Potential contribution of mobilized circulating endothelial progenitor cells to development of retinal neovascularization in preterm infants with ROP.

ABSTRACT

PURPOSE: To investigate the role of endothelial progenitor cells in the pathogenesis of abnormal blood vessel formation in preterm infants with retinopathy of prematurity. MATERIAL AND METHODS: A total of 29 preterm infants with proliferative stage of retinopathy of prematurity and neovascularizatio (grade 3 or higher) were involved in this study. The CD133+/CD34+/CD144+ EPC count in peripheral blood was measured b flow cytometry.
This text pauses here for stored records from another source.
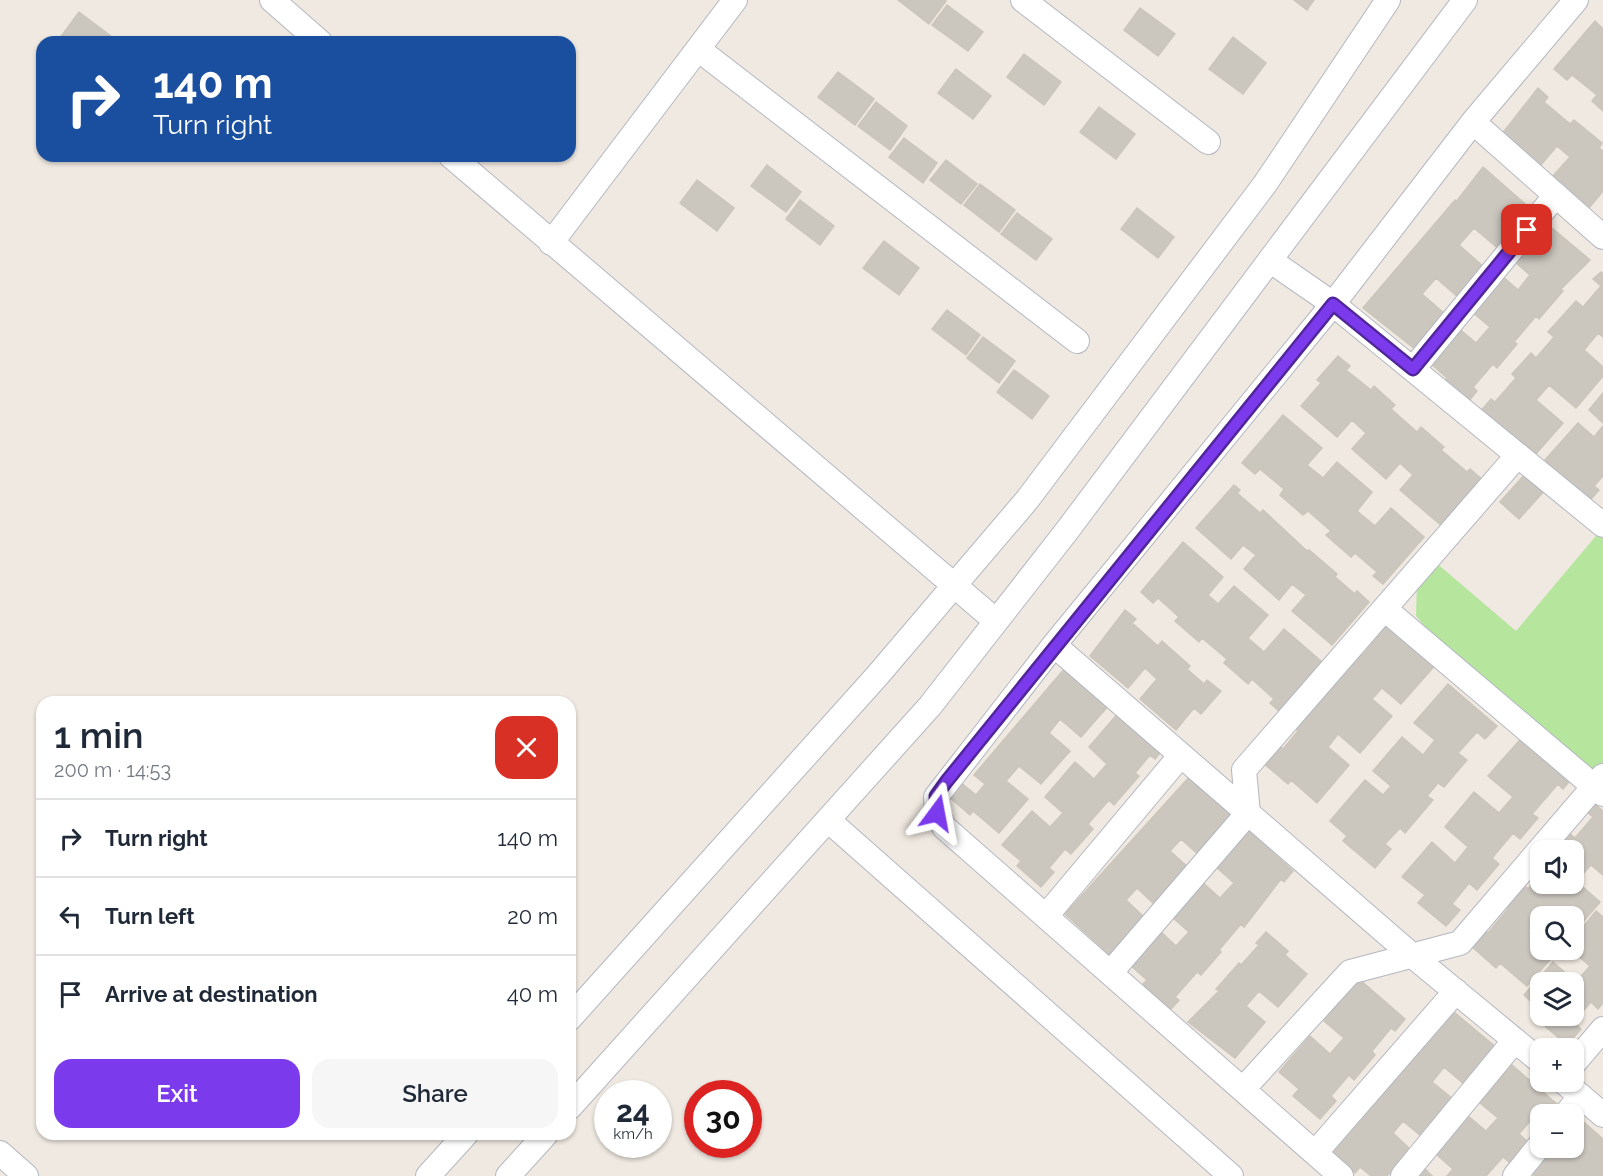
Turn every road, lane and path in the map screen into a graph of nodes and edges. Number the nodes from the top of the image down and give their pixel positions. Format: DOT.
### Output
graph roads {
  1 [pos="272,0"];
  2 [pos="735,0"];
  3 [pos="1388,0"];
  4 [pos="1465,0"];
  5 [pos="1576,0"];
  6 [pos="1031,2"];
  7 [pos="313,36"];
  8 [pos="698,49"];
  9 [pos="1473,122"];
  10 [pos="1208,142"];
  11 [pos="459,162"];
  12 [pos="1556,195"];
  13 [pos="1603,237"];
  14 [pos="551,243"];
  15 [pos="1271,261"];
  16 [pos="1333,304"];
  17 [pos="1077,340"];
  18 [pos="1413,369"];
  19 [pos="1518,455"];
  20 [pos="1603,525"];
  21 [pos="955,585"];
  22 [pos="1386,610"];
  23 [pos="996,621"];
  24 [pos="1054,645"];
  25 [pos="1181,755"];
  26 [pos="1600,786"];
  27 [pos="1248,813"];
  28 [pos="828,820"];
  29 [pos="1046,916"];
  30 [pos="1414,957"];
  31 [pos="1111,972"];
  32 [pos="1456,991"];
  33 [pos="576,1011"];
  34 [pos="1603,1029"];
  35 [pos="1515,1040"];
  36 [pos="1584,1051"];
  37 [pos="1530,1053"];
  38 [pos="1244,1088"];
  39 [pos="1570,1097"];
  40 [pos="576,1100"];
  41 [pos="1603,1116"];
  42 [pos="461,1140"];
  43 [pos="541,1140"];
  44 [pos="0,1153"];
  45 [pos="1315,1153"];
  46 [pos="1530,1157"];
  47 [pos="26,1176"];
  48 [pos="428,1176"];
  49 [pos="508,1176"];
  50 [pos="1231,1176"];
  51 [pos="1341,1176"];
  52 [pos="1403,1176"];
  53 [pos="1515,1176"];
  1 -- 7 [label="street"];
  2 -- 8 [label="street"];
  3 -- 21 [label="street"];
  4 -- 15 [label="street"];
  5 -- 9 [label="street"];
  6 -- 10 [label="street"];
  8 -- 14 [label="street"];
  8 -- 17 [label="street"];
  9 -- 12 [label="street"];
  9 -- 16 [label="street"];
  11 -- 14 [label="street"];
  12 -- 13 [label="street"];
  12 -- 18 [label="street"];
  14 -- 21 [label="street"];
  15 -- 16 [label="street"];
  15 -- 23 [label="street"];
  16 -- 18 [label="street"];
  16 -- 24 [label="street"];
  18 -- 19 [label="street"];
  19 -- 20 [label="street"];
  19 -- 22 [label="street"];
  21 -- 23 [label="street"];
  21 -- 33 [label="street"];
  22 -- 26 [label="street"];
  22 -- 27 [label="street"];
  23 -- 28 [label="street"];
  24 -- 25 [label="street"];
  24 -- 29 [label="street"];
  25 -- 27 [label="street"];
  25 -- 29 [label="street"];
  26 -- 30 [label="street"];
  27 -- 30 [label="street"];
  27 -- 31 [label="street"];
  28 -- 40 [label="street"];
  28 -- 50 [label="street"];
  29 -- 31 [label="street"];
  30 -- 32 [label="street"];
  30 -- 38 [label="street"];
  31 -- 38 [label="street"];
  32 -- 35 [label="street"];
  32 -- 45 [label="street"];
  34 -- 36 [label="street"];
  35 -- 37 [label="street"];
  35 -- 52 [label="street"];
  38 -- 45 [label="street"];
  39 -- 41 [label="street"];
  42 -- 48 [label="street"];
  43 -- 49 [label="street"];
  44 -- 47 [label="street"];
  45 -- 51 [label="street"];
  46 -- 53 [label="street"];
}
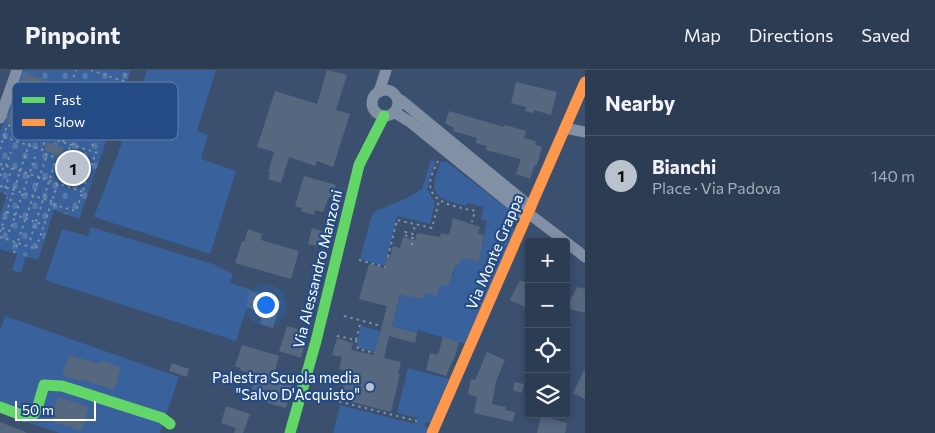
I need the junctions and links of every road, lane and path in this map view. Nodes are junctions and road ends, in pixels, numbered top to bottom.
1 (17, 70) edge
2 (76, 70) edge
3 (91, 70) edge
4 (127, 70) edge
5 (387, 70) edge
6 (13, 82) edge
7 (72, 82) edge
8 (585, 82) edge
9 (12, 84) edge
10 (379, 92) junction
11 (394, 95) junction
12 (389, 114) junction
13 (0, 118) edge
14 (12, 126) edge
15 (565, 128) junction
16 (585, 132) edge
17 (4, 137) junction
18 (12, 140) edge
19 (13, 140) edge
20 (31, 140) edge
21 (45, 140) edge
22 (56, 140) edge
23 (74, 140) edge
24 (94, 140) edge
25 (63, 142) joint
26 (72, 144) junction
27 (29, 145) junction
28 (0, 150) edge
29 (42, 150) junction
30 (90, 150) junction
31 (11, 152) dead end
32 (36, 154) dead end
33 (47, 155) junction
34 (56, 160) dead end
35 (65, 160) junction
36 (438, 161) dead end
37 (0, 164) edge
38 (5, 165) junction
39 (12, 168) junction
40 (21, 171) junction
41 (29, 174) junction
42 (0, 176) edge
43 (40, 177) junction
44 (50, 181) junction
45 (58, 183) junction
46 (0, 186) edge
47 (5, 188) junction
48 (14, 190) junction
49 (83, 192) junction
50 (23, 193) junction
51 (33, 196) junction
52 (43, 199) junction
53 (439, 201) junction
54 (51, 204) junction
55 (7, 212) junction
56 (528, 212) junction
57 (15, 215) junction
58 (25, 219) junction
59 (36, 222) junction
60 (472, 222) dead end
61 (416, 224) junction
62 (44, 225) junction
63 (1, 228) junction
64 (0, 232) edge
65 (0, 236) edge
66 (561, 238) edge
67 (30, 240) dead end
68 (18, 242) junction
69 (412, 245) dead end
70 (570, 245) edge
71 (14, 253) dead end
72 (388, 257) dead end
73 (585, 257) edge
74 (359, 260) dead end
75 (385, 267) dead end
76 (344, 316) dead end
77 (361, 321) junction
78 (382, 326) dead end
79 (337, 336) dead end
80 (356, 340) junction
81 (374, 353) dead end
82 (333, 400) dead end
83 (0, 408) edge
84 (417, 421) dead end
85 (170, 424) dead end
86 (290, 433) edge
87 (432, 433) edge

1 - 6 street
2 - 7 path
3 - 4 path
5 - 10 street
5 - 11 street
8 - 15 street, Via Monte Grappa
9 - 13 street
10 - 11 street
10 - 12 street
11 - 12 street
11 - 56 street
12 - 56 street
12 - 86 street, Via Alessandro Manzoni
14 - 17 path
15 - 16 street
15 - 56 street, Via Monte Grappa
17 - 18 path
17 - 28 path
19 - 27 path
20 - 27 path
21 - 29 path
22 - 25 path
23 - 26 path
24 - 30 path
25 - 26 path
26 - 30 path
26 - 35 path
27 - 29 path
27 - 40 path
29 - 33 path
30 - 49 path
31 - 38 path
32 - 41 path
33 - 35 path
33 - 43 path
34 - 44 path
35 - 45 path
36 - 53 path
37 - 38 path
38 - 39 path
38 - 42 path
39 - 40 path
39 - 47 path
40 - 41 path
40 - 48 path
41 - 43 path
41 - 50 path
43 - 44 path
43 - 51 path
44 - 45 path
44 - 52 path
45 - 49 path
45 - 54 path
46 - 47 path
47 - 48 path
48 - 50 path
48 - 55 path
49 - 54 path
50 - 51 path
50 - 57 path
51 - 52 path
51 - 58 path
52 - 54 path
52 - 59 path
53 - 60 path
53 - 61 path
54 - 62 path
55 - 57 path
55 - 63 path
56 - 66 street
56 - 87 street, Via Monte Grappa
57 - 58 path
57 - 63 path
58 - 59 path
58 - 68 path
59 - 62 path
59 - 67 path
61 - 69 path
61 - 72 path
62 - 68 path
63 - 64 path
65 - 68 path
68 - 71 path
70 - 73 street
74 - 75 path
76 - 77 path
77 - 78 path
77 - 80 path
79 - 80 path
80 - 81 path
82 - 84 path
83 - 85 street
Plasma levels of stromal derived factor-1 (SDF-1), vascular endothelial growth factor, and insulin-like growth factor-1 (IGF-1) were quantified by enzyme-linked immunosorbent assay (ELISA). All cellular and biochemical measurements were performed twice in the same neonate i) initially, during the proliferative phase of ROP, and ii) subsequently, during the remission after a successful retinal photocoagulation and regression of pathological blood vessels. RESULTS: The endothelial progenitor cells count significantly decreased during the remission phase, compared to the proliferative phase of retinopathy of prematurity in the same neonates. The SDF-1 plasma level was found to be markedly lower during the remission stage and positively correlated with the endothelial progenitor cell count in peripheral blood. CONCLUSIONS: The endothelial progenitor cell count in peripheral blood of preterm infants significantly decreased with the regression of abnormal vasculature in the neonate retina. This may indicate that pathological blood vessel formation during the proliferative phase of retinopathy of prematurity results not only from local endothelial proliferation but also from the systemic endothelial progenitor cell mobilization.